Fund Pick


A matter of perspective

John Collett | September 9 2009 | The Sydney Morning Herald & The Age (subscribe)

The minimum level of education to be a financial planner in Australia is woefully inadequate. Two or three modules of a couple of days each will do it – about as long as it takes to learn how to make a decent cup of coffee. Unbelievably, the authorities sat on their hands for years and did nothing to raise the standard. It would be truly laughable if it weren't for the fact that ordinary people are fronting up for advice on their life savings.

Mercifully, the industry is in for a big shake-up. Let's hope the bar is raised much higher. There's nothing quite like a parliamentary inquiry to quickly air issues. And that is what is happening with the Parliamentary Joint Committee on Corporations and Financial Services, which is looking into financial planning and the role of lenders in the collapse of investments that have cost retirees dearly.
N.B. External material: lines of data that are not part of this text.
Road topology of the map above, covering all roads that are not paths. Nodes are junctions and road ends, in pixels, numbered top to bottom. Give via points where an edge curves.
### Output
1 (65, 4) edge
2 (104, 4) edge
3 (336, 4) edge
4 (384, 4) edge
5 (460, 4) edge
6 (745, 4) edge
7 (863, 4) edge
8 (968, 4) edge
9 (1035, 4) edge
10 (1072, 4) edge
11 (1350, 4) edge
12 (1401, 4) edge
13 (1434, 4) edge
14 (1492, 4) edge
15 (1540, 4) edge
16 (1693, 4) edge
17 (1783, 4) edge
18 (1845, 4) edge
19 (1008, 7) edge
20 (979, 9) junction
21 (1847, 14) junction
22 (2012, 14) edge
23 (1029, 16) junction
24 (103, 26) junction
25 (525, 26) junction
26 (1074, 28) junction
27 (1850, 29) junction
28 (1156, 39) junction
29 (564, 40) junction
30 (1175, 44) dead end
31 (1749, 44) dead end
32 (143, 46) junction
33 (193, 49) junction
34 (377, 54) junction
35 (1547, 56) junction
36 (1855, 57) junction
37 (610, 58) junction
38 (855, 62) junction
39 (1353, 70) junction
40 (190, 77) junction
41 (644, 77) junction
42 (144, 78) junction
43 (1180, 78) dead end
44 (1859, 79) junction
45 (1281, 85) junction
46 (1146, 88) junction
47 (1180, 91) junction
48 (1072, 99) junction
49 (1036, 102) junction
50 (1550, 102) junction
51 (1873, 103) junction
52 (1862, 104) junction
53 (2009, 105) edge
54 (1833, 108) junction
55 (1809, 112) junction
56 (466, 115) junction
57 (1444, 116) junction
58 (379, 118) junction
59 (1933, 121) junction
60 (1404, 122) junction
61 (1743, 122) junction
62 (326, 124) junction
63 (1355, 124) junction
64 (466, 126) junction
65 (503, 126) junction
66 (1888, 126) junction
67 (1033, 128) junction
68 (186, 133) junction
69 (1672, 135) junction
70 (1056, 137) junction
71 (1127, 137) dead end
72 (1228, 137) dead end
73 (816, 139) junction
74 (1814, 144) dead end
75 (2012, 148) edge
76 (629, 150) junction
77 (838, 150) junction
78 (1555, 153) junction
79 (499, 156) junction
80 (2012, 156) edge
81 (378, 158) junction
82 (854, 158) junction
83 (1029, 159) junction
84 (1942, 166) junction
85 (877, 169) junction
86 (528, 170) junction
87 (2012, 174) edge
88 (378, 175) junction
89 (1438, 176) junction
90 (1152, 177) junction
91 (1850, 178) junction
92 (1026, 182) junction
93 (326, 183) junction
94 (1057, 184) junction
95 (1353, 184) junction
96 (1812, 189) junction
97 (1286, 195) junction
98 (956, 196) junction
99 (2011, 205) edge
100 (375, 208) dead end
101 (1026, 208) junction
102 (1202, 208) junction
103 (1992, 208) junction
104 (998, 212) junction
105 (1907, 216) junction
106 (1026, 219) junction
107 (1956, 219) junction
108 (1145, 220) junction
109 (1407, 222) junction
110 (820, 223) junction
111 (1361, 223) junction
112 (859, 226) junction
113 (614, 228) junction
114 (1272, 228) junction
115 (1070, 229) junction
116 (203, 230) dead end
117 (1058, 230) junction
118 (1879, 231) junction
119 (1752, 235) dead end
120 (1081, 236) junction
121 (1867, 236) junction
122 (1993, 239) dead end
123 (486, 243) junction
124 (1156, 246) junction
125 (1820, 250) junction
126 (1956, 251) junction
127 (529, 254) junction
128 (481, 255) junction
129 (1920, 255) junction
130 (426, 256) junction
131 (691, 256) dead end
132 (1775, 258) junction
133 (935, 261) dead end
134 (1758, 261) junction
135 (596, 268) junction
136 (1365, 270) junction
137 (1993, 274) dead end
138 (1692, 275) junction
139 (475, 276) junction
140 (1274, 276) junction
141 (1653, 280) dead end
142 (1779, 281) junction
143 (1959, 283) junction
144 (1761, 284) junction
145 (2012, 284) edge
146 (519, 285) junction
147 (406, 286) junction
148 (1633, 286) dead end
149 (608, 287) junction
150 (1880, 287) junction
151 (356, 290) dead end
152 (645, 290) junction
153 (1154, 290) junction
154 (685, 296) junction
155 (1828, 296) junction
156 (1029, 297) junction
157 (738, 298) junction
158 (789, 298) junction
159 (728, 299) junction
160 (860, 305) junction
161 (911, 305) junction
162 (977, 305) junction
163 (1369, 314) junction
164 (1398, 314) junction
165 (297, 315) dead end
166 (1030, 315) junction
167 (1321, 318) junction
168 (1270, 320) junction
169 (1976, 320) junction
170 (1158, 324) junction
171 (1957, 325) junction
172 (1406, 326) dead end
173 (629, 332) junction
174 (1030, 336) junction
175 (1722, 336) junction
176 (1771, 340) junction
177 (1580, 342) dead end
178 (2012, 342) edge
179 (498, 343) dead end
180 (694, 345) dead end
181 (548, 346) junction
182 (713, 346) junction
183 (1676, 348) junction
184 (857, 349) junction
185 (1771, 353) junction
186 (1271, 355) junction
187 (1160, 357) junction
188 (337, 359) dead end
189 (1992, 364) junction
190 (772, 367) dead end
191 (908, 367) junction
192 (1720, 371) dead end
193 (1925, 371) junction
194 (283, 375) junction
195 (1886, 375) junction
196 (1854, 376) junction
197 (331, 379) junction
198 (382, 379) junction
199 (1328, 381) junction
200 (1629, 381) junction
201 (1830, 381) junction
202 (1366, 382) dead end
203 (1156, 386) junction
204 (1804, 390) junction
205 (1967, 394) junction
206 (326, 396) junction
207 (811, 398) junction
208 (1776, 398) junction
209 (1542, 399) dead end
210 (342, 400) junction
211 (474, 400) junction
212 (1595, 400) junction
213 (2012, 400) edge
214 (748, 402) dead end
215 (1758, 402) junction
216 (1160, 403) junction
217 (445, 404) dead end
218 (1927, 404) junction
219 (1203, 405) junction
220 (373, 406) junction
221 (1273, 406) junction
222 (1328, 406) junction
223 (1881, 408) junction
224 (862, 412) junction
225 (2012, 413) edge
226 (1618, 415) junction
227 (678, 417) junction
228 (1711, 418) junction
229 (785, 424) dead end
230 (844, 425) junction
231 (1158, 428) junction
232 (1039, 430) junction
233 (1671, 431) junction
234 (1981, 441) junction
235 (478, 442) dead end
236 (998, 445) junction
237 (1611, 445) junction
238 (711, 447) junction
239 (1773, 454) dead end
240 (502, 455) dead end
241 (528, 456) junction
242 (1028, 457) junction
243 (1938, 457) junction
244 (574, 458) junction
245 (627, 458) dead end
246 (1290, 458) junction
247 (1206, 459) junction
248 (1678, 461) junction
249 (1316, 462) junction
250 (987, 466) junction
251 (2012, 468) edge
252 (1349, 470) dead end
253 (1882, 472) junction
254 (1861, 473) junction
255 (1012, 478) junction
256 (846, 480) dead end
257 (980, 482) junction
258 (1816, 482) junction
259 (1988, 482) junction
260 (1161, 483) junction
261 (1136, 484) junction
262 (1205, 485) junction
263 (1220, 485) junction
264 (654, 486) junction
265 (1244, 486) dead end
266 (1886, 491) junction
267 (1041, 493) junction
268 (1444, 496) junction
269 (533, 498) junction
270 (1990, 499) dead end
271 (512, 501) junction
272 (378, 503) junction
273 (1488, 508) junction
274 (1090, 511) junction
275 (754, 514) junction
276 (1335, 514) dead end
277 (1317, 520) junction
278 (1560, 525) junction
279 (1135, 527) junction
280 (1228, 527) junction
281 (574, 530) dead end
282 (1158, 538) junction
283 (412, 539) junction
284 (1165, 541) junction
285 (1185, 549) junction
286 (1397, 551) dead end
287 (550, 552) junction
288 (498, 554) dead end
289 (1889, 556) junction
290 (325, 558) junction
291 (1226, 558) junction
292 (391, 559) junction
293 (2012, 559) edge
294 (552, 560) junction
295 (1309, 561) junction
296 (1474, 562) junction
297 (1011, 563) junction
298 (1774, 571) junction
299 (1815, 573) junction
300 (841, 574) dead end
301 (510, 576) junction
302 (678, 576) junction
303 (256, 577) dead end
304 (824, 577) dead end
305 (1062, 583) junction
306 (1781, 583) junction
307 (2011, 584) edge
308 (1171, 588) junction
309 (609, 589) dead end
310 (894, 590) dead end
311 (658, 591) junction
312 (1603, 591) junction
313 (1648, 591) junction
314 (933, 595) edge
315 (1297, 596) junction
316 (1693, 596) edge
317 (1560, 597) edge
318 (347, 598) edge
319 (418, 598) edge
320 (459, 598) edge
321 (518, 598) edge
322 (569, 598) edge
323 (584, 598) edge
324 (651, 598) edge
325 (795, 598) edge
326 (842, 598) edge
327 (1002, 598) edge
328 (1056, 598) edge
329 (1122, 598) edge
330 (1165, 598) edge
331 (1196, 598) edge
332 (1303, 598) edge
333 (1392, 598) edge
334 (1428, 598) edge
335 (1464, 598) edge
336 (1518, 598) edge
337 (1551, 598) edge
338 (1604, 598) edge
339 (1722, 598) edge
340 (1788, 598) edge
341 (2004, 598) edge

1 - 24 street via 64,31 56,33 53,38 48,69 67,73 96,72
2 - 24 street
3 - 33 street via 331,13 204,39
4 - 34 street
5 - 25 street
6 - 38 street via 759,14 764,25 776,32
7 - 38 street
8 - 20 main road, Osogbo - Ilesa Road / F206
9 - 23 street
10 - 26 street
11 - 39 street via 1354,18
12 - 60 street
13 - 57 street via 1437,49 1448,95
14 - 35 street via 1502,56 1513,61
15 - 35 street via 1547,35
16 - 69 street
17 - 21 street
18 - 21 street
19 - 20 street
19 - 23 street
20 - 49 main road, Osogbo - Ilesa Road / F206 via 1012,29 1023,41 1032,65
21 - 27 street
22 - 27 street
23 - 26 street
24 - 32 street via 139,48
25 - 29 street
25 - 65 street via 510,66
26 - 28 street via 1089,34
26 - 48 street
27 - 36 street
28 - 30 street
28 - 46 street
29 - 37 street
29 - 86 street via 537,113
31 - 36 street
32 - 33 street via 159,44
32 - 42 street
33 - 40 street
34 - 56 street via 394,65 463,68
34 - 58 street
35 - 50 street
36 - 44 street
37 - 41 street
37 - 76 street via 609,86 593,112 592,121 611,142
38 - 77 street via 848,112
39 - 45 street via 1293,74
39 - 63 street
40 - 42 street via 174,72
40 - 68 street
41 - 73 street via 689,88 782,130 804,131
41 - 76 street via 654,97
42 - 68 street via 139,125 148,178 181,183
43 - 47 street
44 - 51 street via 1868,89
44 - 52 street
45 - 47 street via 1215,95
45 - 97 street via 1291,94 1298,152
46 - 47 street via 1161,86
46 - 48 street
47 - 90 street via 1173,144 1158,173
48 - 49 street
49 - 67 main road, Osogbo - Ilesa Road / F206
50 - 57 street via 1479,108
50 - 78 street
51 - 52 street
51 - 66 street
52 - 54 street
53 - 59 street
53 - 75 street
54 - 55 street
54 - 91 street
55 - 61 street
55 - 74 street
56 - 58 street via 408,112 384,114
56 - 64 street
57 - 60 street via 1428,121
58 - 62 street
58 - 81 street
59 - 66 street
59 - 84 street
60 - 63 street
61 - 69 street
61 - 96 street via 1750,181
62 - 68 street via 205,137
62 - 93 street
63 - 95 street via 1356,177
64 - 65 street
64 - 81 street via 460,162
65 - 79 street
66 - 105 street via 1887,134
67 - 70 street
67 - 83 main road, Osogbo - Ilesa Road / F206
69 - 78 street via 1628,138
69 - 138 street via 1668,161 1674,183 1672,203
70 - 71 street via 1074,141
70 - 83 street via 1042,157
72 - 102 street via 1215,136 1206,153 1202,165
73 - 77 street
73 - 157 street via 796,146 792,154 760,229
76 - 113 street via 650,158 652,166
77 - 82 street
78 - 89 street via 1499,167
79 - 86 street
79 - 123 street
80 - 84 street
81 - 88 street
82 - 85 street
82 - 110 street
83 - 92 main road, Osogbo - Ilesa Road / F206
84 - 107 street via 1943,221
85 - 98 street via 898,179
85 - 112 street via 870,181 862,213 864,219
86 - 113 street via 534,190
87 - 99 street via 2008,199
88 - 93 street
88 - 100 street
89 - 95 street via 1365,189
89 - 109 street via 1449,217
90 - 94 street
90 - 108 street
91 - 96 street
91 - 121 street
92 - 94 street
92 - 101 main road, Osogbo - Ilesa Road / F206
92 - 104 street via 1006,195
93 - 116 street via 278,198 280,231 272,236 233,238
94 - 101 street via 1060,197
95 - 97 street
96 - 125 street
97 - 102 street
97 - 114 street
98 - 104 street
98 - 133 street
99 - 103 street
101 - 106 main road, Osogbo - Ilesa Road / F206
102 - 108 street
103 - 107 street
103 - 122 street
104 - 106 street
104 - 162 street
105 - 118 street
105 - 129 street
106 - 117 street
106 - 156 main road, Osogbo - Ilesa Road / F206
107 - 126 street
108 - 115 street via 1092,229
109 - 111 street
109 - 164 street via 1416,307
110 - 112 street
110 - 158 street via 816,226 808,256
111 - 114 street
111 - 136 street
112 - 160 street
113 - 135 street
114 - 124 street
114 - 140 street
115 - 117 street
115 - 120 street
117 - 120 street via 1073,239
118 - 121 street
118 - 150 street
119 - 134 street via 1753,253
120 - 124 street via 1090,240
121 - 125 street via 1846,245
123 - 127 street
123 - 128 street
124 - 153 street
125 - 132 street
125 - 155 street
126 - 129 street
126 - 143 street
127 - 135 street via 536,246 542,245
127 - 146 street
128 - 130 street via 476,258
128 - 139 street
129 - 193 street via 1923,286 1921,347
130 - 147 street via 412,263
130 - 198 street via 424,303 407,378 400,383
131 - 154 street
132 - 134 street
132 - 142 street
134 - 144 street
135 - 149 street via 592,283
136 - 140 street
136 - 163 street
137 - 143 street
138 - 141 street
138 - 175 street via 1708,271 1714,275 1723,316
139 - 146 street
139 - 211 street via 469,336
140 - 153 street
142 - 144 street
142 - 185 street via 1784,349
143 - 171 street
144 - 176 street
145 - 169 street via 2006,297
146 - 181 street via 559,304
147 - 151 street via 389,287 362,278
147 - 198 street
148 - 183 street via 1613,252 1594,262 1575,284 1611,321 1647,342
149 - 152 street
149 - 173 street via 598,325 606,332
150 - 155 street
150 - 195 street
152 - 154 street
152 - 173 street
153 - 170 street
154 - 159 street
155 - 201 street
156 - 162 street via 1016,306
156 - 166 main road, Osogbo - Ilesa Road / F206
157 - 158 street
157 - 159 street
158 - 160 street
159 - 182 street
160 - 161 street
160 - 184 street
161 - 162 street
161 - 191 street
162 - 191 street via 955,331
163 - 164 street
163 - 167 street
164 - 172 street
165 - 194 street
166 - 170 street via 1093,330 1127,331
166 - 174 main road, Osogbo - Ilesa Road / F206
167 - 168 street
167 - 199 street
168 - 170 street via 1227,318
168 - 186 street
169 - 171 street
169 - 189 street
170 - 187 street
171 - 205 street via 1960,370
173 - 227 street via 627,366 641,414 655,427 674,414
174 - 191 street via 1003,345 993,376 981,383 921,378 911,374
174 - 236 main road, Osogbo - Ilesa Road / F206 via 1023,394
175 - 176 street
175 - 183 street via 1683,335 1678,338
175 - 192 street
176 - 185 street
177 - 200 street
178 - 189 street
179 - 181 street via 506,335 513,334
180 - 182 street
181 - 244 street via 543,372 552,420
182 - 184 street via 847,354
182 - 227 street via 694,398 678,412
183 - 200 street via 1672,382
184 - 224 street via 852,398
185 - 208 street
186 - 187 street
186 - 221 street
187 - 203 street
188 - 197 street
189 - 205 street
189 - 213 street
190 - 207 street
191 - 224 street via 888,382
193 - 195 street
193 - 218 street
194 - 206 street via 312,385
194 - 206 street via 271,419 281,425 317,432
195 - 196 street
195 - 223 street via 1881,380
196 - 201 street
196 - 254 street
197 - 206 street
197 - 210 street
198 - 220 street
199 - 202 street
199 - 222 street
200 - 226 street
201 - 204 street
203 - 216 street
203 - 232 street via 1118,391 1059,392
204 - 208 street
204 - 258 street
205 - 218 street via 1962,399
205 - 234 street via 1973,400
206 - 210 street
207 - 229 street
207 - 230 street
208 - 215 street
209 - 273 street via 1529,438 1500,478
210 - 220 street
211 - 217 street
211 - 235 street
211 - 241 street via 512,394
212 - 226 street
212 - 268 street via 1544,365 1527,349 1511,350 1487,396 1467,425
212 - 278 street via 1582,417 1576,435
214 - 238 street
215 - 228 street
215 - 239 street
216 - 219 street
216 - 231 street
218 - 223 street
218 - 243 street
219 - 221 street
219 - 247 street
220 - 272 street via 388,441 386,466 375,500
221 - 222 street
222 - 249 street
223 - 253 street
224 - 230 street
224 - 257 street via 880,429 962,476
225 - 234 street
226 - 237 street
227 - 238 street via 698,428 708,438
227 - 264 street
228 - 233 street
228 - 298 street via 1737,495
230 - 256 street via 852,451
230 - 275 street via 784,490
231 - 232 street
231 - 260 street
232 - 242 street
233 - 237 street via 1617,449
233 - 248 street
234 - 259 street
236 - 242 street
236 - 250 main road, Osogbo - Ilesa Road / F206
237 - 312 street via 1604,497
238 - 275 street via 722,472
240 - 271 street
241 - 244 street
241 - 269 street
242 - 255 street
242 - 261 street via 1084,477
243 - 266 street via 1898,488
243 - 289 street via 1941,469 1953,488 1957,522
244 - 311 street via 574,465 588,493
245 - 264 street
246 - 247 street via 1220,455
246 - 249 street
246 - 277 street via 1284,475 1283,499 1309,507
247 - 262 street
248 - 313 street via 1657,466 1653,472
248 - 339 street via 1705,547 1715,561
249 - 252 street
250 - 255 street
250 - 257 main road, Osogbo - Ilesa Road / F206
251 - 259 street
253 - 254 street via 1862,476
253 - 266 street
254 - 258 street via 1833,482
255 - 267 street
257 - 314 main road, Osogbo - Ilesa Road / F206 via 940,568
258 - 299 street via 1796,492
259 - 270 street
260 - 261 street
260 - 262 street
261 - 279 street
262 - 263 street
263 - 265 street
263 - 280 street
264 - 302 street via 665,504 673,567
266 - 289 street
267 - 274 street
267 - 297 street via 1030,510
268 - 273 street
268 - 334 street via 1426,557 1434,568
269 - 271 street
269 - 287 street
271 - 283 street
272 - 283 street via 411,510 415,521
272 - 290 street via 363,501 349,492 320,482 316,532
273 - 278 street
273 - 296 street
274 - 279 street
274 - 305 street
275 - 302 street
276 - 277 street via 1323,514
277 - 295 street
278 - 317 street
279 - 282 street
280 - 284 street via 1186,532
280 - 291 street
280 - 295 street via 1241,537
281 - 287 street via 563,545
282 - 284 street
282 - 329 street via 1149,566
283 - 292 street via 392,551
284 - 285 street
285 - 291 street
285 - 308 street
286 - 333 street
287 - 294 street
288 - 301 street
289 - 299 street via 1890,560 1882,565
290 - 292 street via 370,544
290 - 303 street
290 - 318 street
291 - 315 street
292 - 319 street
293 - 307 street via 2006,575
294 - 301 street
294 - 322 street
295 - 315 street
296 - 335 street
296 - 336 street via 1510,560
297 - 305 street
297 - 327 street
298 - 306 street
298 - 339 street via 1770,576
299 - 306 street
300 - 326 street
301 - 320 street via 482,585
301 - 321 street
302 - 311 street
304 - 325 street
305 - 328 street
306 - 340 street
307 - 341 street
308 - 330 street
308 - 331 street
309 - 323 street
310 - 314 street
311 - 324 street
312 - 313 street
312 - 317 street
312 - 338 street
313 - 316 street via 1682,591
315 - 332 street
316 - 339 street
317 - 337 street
It has received submissions pointing out that if planners are to be recognised as fully fledged professionals, they are going to have to have more pieces of paper to their name.

First, we had the Australian Securities and Investments Commission's (ASIC) submission bombshell that it wants planners to give up their commissions and asset-based fees in favour of hourly fees and that there needs to be a legal obligation for planners to act in the best interests of their clients.

The Financial Planning Association (FPA) agrees with most of ASIC's recommendations. Despite the FPA's best efforts, it has been struggling to lift the professionalism of the industry. Over the years, it has revised its professional codes and best-practice guidelines in an effort to better manage the gaping cracks left open, in large part, by ASIC's failure to enforce standards and rid the industry of bad apples.

The FPA cannot do the job alone. It does not have the backing in law or regulation that some other professional associations have to deal effectively with bad apples and only two-thirds of planners are FPA members anyway.

The FPA is embracing the opportunity to restructure the industry to help ensure better consumer protections. It wants the term "financial planner" enshrined in law or regulation with higher standards of competency, professional commitment and fiduciary obligation. It wants to improve the licensing, monitoring and supervision of Australian Financial Services licence holders. That's all well and good but the section on education of planners in the FPA's submission does not go far enough.

It takes a couple of weeks to qualify for Regulatory Guide 146, which governs minimum training standards for planners. (ASIC says in its submission to the inquiry that it will review Regulatory Guide 146).

To be a member of the FPA, planners must have higher educational attainments than Regulatory Guide 146 but not that much higher. To be an FPA associate financial planner, the planner must hold a diploma of financial services, which is a qualification of considerably lower educational attainment than an undergraduate university degree. The FPA is promoting its Certified Financial Planner certification, which requires an undergraduate degree and a good amount of professional experience, among other things. But membership of the FPA is not compulsory for planners.

The FPA recommends that one way to lift standards across the industry would be to require mandatory membership of the FPA and for the FPA to be a co-regulator of the financial planning industry with ASIC. That is not likely to happen.

There is likely to be resistance to any push for a meaningful increase in educational attainment for planners from the big end of town. Perhaps the banks, for example, like it just the way it is. It makes it easy for them to promote one of their staff from the branch counter to para-planning role without significant training costs. The banks would argue that they have the systems in place so that junior planners are supervised closely and watched over. But it is not good enough.

University-degree level should be the minimum educational attainment. The complexity in financial products and how they impact on tax and social security demands no less.